A BUFARIA AO ATAQUE
Surgiu nos nossos mais negros horizontes mais uma brilhantíssima organização: a Openliques (OpenLeaks).
Fruto da iniciativa de dissidentes da Uiquiliques (WikiLeaks), a novel organização reuniu na Alemanha nada menos que 3.500 hackers (piratas informáticos, pessoas que violam a segurança dos sistemas informáticos, picaretas, segundo os dicionários). Tudo gente fina. Gente especializada em meter-se na vida dos outros, pessoas singulares e colectivas, dando-lhes cabo do bom nome, dos negócios, da vida, penetrando-lhes na intimidade, na privacidade, nos meios de comunicação, na correspondência, nas folhas de cálculo, nos amores, nas fichas médicas, nas contas bancárias, no que lhes apetecer.
O patrão da coisa, um tal Domscheit-Berg, achou que os informadores da Uiquiliques – caso do americano condenado, e muito bem, a prisão perpétua – não estavam devidamente protegidos.
Para tratar de tão grave problema, o senhor Domechaite e os seus “técnicos” inventaram um sistema de tal ordem que você, meu caro leitor, se tiver um inimigo que entre na sua vidinha e a dê, ou venda, nos menos contáveis pormenores, aos jornais, a coberto do anonimato, ninguém, mas ninguém mesmo, poderá saber quem é o tal inimigo.
Apareceram logo 3.500 gatunos confessos interessados na coisa, bem como uns outros, a que a seguir faremos as devidas honras.
É de prever que, dada a enorme quantidade de gatunos existentes à face da terra, a coisa venha a ter um indiscutível sucesso
Havia, na moral social e na ordem jurídica, uma norma - entre nós, até está na Constituição e no Código Penal – que condenava a violação da correspondência.
Havia, no vademecum dos jornalistas, uma norma que, reservando em geral o sigilo das fontes, impunha limites deontológicos, designadamente a convicção da sua idoneidade.
A partir da reunião dos gatunos informáticos tudo, mas tudo, pode ser objecto de bufaria, desde o mais secreto segredo de Estado às hemorróidas de cada um. Isto, na certeza que o gatuno jamais poderá ser conhecido, seja pelos interessados, seja pelos jornalistas que se (des)responsabilizam pelo que publicam.
A partir disto, acaba a liberdade, a vida pessoal, a discrição negocial, até os planos da pólvora.
Vejamos, nas próprias palavras dos gatunos, o que se conseguiu: trata-se de uma plataforma tecnológica que os interessados instalarão nos seus sites e, assim, poderão receber fugas de informação de forma anónima e segura.
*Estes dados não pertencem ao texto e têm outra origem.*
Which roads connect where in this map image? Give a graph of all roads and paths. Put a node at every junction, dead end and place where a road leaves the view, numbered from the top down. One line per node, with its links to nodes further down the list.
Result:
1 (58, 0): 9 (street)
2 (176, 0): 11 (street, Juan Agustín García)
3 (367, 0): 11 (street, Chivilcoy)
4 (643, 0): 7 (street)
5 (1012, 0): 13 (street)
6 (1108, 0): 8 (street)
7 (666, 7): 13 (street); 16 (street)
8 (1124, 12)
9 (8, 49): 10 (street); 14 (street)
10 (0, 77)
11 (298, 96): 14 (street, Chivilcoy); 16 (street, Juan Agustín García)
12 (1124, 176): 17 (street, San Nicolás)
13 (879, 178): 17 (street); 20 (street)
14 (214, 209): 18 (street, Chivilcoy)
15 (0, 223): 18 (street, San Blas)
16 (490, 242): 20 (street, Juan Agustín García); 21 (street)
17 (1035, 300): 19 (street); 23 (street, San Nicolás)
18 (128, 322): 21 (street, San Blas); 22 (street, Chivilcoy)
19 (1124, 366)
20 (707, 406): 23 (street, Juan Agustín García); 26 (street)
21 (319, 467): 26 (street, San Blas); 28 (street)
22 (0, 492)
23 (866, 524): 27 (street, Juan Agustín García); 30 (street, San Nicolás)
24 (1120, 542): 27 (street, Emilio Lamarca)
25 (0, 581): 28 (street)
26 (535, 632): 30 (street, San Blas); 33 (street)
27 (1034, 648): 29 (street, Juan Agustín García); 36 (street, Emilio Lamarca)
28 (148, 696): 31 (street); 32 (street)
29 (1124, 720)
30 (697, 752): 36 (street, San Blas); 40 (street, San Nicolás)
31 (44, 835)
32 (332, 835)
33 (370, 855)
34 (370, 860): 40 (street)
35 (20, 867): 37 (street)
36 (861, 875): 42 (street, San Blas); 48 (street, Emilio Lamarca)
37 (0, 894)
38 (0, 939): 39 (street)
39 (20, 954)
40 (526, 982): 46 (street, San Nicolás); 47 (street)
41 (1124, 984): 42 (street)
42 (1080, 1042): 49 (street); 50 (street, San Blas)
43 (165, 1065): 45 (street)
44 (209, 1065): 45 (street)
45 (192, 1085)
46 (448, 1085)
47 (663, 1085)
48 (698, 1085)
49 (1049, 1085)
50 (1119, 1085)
O senhor Domechaite e alguns dos seus parceiros da Uiquiliques saíram desta em rotura com Julian Assanje e levaram a plataforma de submissão electrónica que tinha sido desenvolvida por eles e que permitia aos “whistleblowers” (em português, bufos) entregar documentos pela internet.
Trocadas as coisas por miúdos, a seita do Domechaite roubou o sistema, que era da Uiquiliques e, à custa dele, lançou a Openliques. Ladrão que rouba ladrão…
Faltava arranjar parceiros de conhecida e reconhecida laia.
Em Portugal, como não podia deixar de ser, o parceiro encontrado foi o Expresso.
Em alta declaração do mais nobre escrúpulo, a direcção do citado tablóide vem dizer ao povo que, tal como no caso da Uiquiliques, só publicámos o que achámos importante. Antes, lemos, escolhemos, editámos, verificámos.
Pois é. Leram tudo. Publicaram o que lhes deu na realíssima gana. Ora como leram tudo, houve uma data de “leitores” que ficaram a saber tudo. Publicaram material roubado, foram receptadores de material roubado e fizeram negócio com ele.
Não venham dizer que se trata de investigação jornalística. Não há no caso, como não haverá na criminosa associação com a Openliques, seja que investigação for. É pura bufaria. E não há, sequer, por detrás das informações obtidas quaisquer fontes de indiscutível confiança. O que há é a ausência total de conhecimento da identidade de quem passa as informações.
Exactamente como o tipo da ourivesaria que recebe as jóias roubadas à velhinha e que, nem que lhe paguem, quer saber quem lhas passou.
Orgulhosamente, a direcção do tablóide confessa o pecado como se de virtude se tratasse.
Irresponsavelmente, as autoridades alemãs fecham os olhos a uma reunião de gatunos destinada a refinar os seus métodos de “trabalho”.
Ignorantemente, uma autoridade qualquer que é suposto ocupar-se da “comunicação social” em Portugal, não dá por nada.
Corporativamente, o sindicato dos jornalistas deve achar muito bem.
Irritadamente, o IRRITADO põe pontos em is que parecem não ter existência para aqueles a quem deviam interessar.